The i40 is appropriate for as few as five to 10 users, because pricing is based on seats, not a flat hardware cost; it starts at $350 per user, with volume discounts available. Distributed Office includes Avaya's One-X VoIP phones in the per-seat price. They have basic features, such as forwarding, conference calling, and speed dial, and niceties such as auto-attendant, announcements, and routing. The i40 and i120 include fax ports.

Avaya will ship the platform pre-configured to your specs. For $100 per system (not per seat), Avaya will load a profile configuration, test it, and place the unit and endpoints in a single box. This can save a lot of time, allowing for a much faster cutover because the primary configuration is done.

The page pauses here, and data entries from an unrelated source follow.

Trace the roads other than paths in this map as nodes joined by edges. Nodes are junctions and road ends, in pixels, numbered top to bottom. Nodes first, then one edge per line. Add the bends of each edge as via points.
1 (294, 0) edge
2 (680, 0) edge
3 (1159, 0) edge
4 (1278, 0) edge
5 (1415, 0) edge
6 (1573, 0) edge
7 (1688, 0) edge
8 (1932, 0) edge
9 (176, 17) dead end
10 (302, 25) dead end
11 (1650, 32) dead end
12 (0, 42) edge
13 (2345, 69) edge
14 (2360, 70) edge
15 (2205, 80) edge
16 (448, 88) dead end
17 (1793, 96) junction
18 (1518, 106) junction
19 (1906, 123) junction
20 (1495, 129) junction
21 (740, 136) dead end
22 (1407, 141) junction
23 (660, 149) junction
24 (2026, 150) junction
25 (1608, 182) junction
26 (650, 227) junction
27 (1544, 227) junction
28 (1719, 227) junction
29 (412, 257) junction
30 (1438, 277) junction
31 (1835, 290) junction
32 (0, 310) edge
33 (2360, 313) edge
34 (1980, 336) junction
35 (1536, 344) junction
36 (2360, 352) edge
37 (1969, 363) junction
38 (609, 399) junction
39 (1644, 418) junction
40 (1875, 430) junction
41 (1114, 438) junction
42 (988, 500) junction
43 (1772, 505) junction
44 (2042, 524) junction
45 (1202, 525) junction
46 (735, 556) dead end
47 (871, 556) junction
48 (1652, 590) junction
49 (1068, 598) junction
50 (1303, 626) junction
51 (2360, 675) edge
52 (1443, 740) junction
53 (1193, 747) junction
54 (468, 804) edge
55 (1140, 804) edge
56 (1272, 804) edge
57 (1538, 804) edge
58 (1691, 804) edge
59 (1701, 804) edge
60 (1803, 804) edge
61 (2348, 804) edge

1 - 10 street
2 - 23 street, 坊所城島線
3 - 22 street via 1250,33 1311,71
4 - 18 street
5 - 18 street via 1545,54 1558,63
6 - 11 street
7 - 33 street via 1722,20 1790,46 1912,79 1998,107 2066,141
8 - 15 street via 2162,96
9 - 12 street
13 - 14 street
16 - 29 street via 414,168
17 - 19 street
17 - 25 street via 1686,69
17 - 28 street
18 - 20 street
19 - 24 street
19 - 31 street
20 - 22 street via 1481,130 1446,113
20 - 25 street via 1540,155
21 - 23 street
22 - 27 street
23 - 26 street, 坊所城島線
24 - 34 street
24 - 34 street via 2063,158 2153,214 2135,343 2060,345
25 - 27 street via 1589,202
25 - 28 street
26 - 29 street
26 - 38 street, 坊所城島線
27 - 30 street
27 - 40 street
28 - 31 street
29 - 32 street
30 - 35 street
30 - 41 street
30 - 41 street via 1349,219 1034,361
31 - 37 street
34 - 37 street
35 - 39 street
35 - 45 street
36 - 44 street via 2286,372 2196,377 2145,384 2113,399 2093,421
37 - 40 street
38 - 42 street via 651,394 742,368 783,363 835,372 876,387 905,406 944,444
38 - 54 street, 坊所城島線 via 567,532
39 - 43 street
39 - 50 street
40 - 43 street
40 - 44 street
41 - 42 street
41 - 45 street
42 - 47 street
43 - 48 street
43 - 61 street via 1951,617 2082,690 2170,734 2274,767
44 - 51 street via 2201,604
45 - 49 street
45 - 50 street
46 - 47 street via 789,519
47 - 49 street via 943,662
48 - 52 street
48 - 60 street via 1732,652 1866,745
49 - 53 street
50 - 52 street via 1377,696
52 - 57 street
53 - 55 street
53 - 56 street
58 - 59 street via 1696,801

The base price includes pre-configuration of media modules. And if you prefer not to install the gateways, Avaya Services will do it--for a fee, of course.

We tested two i40s and an i120 connected by the SES server and an assortment of the IP phones. We used a workstation with the Avaya Integrated Management console to configure and manage the devices. Call quality was good in a variety of scenarios, including three-way calls and calls to remote devices off the IP network through the PSTN.

As with any VoIP product, you must enable quality of service to ensure that voice traffic gets sufficient priority. Branches should have at least a partial T-1 to handle voice calls, but it can make outbound local calls through POTS lines, or you can route calls back to a central location.

The Avaya Integrated Management console is accessed via a Web interface. We could view the network by device type, subnet view, or a VoIP system view. We could push software updates remotely to both phones and gateways in branches, all from a central location. Install the Integrated Management Console on a workstation at your branch to administer all phone functions.

We ran into only minor problems, including an i40 that reset itself with no explanation. A One-X phone also reset and wouldn't reconnect until we physically pulled the PoE plug. Also, the screen on the One-X is small compared with some of the Cisco 7900 series.